Pickleriick · March 20, 2018, 6:31am

from torch.autograd import Variable
import torch
x = Variable(torch.Tensor([2]), requires_grad = True)
y = x + 2
x1 = Variable(torch.Tensor([3]), requires_grad = True)
x2 = Variable(torch.Tensor([4]), volatile = True)
y.data = torch.cat((y.data , x1.data, x2.data), 0)
#y.data = torch.cat((y.data , x1.data, x2.data), 0).contiguous()
y.data.resize_(5)
z = y * y *3
out = z.mean()
out.backward()
print(x, x.grad, x1.grad)

Output :
Variable containing:
2
[torch.FloatTensor of size 1]
Variable containing:
4.8000e+00
3.6000e+00
4.8000e+00
5.5023e-41
5.3249e-44
[torch.FloatTensor of size 5]

Ideally, x.grad (size 5) should be of the same size as x (size 1 ). if x is a non-leaf variable this raises an error (backward() raises an error).
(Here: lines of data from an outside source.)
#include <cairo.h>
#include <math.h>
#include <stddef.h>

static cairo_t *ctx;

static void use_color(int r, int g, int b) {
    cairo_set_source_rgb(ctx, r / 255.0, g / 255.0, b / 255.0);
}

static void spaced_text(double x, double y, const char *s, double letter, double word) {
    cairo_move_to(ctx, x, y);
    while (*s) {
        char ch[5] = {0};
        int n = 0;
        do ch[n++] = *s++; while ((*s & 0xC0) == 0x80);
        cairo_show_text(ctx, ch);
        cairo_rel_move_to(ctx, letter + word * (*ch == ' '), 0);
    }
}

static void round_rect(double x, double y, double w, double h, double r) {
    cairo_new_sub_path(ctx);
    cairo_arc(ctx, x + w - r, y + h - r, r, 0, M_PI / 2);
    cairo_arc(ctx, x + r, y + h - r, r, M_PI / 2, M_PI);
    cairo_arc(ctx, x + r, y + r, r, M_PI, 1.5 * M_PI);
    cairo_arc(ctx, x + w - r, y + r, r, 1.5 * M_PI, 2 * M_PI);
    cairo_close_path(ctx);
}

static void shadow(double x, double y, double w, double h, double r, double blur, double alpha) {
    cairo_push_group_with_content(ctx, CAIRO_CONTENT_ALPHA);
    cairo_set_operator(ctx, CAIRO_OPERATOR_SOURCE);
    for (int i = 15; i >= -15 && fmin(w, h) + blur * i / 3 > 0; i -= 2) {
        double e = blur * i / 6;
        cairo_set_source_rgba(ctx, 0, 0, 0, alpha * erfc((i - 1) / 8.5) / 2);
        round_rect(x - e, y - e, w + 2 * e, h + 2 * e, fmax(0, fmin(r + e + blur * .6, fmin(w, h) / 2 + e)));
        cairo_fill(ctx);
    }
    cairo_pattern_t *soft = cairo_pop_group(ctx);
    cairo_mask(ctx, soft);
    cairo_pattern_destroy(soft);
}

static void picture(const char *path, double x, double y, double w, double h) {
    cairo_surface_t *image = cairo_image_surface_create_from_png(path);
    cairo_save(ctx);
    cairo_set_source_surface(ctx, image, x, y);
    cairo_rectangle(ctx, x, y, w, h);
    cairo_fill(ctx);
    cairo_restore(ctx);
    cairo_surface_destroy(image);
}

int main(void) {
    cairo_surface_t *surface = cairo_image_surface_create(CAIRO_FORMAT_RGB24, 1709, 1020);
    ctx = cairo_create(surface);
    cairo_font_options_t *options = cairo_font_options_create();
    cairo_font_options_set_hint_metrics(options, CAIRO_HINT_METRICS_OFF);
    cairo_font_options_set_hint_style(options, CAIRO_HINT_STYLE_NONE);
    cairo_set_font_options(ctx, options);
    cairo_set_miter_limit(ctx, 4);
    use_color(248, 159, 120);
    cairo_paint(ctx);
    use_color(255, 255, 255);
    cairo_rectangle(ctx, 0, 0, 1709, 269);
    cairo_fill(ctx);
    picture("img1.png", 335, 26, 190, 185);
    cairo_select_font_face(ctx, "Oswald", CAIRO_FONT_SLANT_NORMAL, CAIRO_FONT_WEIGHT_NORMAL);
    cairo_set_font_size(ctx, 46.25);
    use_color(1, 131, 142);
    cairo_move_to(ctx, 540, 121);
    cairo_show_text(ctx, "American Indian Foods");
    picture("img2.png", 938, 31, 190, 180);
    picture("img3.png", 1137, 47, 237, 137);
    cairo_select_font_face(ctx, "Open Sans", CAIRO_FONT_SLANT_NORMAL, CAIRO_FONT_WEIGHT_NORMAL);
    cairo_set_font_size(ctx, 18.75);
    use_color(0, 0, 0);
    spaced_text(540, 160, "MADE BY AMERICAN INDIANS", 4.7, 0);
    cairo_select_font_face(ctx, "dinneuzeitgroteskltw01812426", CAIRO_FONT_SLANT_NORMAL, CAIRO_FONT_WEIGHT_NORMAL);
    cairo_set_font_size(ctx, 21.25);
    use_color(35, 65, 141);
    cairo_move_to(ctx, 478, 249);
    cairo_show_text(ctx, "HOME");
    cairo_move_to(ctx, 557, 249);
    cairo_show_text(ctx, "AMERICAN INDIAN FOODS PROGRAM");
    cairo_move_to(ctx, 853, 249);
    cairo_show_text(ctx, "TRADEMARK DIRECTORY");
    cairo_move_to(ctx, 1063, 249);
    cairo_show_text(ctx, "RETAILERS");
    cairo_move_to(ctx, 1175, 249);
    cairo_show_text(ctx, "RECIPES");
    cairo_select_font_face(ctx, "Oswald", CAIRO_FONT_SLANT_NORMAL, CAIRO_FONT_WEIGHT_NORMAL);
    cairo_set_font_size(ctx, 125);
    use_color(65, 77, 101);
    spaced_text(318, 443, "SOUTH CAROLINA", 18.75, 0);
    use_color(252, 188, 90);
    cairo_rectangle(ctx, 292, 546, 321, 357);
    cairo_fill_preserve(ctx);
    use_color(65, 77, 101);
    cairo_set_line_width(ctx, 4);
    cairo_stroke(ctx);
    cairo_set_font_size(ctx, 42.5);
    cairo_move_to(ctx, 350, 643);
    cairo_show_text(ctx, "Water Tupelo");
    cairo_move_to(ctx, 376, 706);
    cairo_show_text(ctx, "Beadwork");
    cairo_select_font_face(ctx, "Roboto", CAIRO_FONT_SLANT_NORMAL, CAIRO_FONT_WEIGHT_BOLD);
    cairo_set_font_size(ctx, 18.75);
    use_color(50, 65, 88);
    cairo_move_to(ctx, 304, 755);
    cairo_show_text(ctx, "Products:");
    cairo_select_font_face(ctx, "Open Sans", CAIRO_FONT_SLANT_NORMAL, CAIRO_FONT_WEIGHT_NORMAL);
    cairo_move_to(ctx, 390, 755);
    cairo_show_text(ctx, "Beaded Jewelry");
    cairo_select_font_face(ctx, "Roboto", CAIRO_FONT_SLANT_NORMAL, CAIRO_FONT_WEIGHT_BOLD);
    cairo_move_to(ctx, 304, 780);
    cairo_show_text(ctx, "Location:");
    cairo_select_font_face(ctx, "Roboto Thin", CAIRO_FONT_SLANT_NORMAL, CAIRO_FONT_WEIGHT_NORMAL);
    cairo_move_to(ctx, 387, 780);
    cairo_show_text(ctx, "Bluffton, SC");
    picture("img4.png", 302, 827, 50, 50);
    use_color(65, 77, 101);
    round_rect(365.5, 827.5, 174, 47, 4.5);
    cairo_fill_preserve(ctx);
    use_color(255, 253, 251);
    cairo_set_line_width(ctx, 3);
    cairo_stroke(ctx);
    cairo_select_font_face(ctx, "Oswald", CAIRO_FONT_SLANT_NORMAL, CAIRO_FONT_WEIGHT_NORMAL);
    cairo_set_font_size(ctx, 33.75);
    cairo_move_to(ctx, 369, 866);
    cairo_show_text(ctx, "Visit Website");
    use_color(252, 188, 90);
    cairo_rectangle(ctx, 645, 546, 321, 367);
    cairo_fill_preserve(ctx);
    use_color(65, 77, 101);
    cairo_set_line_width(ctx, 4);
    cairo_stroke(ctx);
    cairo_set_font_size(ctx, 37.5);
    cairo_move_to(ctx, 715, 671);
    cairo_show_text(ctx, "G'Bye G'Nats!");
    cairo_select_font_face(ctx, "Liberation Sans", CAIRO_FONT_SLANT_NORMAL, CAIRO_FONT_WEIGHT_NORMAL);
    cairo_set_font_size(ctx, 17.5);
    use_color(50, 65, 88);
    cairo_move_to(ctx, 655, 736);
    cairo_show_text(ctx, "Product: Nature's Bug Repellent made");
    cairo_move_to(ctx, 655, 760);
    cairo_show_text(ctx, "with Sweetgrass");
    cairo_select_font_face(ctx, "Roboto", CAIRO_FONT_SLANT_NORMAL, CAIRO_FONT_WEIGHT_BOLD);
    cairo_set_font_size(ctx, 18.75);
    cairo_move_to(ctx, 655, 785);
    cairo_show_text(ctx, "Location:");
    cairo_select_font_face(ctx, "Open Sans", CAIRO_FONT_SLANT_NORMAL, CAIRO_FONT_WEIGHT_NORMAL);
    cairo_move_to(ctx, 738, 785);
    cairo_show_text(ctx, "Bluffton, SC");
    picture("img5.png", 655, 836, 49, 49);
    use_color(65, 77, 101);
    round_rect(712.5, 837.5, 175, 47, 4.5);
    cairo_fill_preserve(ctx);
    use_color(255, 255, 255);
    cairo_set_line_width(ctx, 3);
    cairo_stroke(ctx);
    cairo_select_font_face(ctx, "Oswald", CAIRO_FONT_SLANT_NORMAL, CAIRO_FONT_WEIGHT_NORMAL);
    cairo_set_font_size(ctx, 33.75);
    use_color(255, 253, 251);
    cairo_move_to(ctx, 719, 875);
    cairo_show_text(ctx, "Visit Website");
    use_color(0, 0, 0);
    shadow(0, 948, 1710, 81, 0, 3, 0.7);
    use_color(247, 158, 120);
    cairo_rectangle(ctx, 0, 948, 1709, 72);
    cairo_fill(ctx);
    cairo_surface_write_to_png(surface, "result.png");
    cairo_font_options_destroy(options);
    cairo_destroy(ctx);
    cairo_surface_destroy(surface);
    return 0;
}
Any workaround for using torch.cat

jpeg729 · March 20, 2018, 9:03am

Firstly, x2 is volatile, this means that when pytorch sees x2 used in any calculation it does not store the computation graph. If any of your model’s inputs is volatile, then pytorch won’t be able to backpropagate.

Secondly, you can use torch.cat on Variables directly. If you operate on .data then pytorch doesn’t track the operations and can’t backpropagate properly.

y = torch.cat((y, x1, x2), 0)

Another potential problem could be the use of .resize_() which you can replace with a simple slice.

y = y[:5]

Normally x and x.grad must contain the same number of elements, but assigning the result of torch.cat on y.data confuses the autograd mechanism because you are changing the size of the underlying tensor without informing the computation graph of the change. It works fine with the above modifications.

The basic rule of backprop is to never use .data if you want to backpropagate. Don’t use volatile=True either, unless you are running in inference mode.